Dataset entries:
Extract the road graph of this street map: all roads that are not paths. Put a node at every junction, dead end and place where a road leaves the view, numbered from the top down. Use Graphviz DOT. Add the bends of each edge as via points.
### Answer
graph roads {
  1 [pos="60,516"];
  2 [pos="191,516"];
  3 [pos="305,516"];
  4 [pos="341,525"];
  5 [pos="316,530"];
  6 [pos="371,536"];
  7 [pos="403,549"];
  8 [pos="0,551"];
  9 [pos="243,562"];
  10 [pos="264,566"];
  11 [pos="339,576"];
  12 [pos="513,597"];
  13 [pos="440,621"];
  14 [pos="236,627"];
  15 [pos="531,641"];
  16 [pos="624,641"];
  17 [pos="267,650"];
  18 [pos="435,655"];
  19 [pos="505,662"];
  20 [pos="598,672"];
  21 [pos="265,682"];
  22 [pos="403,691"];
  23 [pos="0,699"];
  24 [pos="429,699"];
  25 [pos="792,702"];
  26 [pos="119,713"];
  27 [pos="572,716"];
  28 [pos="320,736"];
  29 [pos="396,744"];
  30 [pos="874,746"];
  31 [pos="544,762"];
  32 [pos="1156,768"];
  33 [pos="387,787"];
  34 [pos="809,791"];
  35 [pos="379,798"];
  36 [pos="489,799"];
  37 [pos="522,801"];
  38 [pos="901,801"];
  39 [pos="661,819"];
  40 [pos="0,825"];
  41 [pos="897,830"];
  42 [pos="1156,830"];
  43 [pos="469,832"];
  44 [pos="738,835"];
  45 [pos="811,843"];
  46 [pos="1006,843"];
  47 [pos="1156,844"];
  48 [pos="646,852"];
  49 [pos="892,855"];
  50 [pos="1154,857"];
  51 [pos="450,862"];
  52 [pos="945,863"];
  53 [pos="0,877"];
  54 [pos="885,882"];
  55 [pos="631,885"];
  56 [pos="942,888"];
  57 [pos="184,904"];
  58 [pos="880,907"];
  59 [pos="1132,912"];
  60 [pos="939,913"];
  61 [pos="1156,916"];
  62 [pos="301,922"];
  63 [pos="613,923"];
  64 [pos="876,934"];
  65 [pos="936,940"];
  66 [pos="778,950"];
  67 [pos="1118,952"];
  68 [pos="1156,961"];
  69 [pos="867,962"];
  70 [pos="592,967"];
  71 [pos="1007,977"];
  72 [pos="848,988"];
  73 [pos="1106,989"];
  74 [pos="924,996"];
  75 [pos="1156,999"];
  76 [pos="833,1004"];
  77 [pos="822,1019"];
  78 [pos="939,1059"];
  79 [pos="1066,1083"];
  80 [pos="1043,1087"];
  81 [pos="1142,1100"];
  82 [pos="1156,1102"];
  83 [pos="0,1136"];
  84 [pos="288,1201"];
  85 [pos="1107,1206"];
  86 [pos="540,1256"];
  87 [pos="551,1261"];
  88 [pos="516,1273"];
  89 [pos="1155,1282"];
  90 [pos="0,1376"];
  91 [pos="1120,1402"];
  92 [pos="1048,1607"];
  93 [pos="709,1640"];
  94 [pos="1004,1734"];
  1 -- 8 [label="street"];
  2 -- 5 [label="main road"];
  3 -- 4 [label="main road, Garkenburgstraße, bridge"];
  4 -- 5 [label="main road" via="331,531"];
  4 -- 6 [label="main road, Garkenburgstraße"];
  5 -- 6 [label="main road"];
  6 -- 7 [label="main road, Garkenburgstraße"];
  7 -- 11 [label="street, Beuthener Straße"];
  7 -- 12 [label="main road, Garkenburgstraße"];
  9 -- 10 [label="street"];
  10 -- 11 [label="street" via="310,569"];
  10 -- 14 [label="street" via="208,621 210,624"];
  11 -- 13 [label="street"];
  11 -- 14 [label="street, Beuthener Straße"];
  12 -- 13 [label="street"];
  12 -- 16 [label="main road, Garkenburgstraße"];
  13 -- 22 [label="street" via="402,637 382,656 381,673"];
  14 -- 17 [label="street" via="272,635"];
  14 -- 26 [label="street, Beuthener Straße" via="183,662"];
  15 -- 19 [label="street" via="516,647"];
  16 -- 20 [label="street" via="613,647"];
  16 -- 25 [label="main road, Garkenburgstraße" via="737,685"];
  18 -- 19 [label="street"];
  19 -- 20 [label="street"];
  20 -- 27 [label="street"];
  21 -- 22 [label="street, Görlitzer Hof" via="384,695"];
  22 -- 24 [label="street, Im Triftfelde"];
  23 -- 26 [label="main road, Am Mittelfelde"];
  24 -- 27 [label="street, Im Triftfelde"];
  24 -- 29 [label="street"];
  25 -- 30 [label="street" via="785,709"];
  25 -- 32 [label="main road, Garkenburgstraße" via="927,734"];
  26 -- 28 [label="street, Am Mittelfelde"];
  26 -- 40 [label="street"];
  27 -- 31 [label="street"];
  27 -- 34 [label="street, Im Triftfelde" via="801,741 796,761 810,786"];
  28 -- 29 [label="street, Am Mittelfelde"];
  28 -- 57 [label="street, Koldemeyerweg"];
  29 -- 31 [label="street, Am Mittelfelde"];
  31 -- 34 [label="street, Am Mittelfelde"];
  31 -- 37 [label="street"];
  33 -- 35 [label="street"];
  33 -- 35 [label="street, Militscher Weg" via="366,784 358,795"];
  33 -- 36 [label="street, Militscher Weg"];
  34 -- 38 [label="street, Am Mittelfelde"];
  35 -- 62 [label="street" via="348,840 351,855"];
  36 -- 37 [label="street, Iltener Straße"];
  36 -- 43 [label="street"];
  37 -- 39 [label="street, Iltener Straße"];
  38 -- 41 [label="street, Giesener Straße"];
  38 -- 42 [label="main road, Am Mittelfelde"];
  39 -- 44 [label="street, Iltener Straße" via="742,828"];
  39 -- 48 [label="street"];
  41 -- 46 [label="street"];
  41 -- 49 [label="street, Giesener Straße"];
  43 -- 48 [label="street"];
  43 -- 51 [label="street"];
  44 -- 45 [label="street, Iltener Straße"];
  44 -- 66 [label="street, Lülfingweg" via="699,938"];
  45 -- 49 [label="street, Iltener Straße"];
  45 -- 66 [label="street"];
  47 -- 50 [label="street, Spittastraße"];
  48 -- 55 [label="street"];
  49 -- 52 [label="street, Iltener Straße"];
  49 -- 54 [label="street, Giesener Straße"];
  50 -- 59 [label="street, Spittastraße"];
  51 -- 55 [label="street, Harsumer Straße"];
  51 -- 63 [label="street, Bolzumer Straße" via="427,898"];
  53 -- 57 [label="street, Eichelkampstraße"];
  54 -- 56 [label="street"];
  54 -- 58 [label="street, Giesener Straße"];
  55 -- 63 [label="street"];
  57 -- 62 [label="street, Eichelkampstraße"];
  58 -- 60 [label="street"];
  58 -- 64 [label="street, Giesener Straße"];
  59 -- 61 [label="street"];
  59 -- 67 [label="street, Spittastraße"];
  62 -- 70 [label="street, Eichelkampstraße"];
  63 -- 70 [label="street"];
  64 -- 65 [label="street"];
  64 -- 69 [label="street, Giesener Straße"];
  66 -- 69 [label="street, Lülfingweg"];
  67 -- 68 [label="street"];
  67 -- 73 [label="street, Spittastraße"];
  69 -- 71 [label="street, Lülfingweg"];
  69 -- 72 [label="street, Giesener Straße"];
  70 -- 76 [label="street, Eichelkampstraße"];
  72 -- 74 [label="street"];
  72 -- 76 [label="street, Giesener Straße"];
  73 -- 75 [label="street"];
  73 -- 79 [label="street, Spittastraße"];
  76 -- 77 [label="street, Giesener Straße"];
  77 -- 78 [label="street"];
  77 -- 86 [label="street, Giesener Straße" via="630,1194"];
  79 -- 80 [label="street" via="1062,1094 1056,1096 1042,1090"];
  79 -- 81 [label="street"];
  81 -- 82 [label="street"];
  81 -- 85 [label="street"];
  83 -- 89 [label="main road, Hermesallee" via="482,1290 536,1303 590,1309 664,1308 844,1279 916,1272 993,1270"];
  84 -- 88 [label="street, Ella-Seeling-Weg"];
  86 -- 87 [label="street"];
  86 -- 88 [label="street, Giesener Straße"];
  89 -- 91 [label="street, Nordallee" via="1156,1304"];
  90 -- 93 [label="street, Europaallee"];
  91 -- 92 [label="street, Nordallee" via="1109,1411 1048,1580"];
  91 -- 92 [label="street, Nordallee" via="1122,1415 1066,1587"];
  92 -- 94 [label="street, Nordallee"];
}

- Work instruction -
Extract every line from the records above that contains the word "Beuthener".

- Solution -
  7 -- 11 [label="street, Beuthener Straße"];
  11 -- 14 [label="street, Beuthener Straße"];
  14 -- 26 [label="street, Beuthener Straße" via="183,662"];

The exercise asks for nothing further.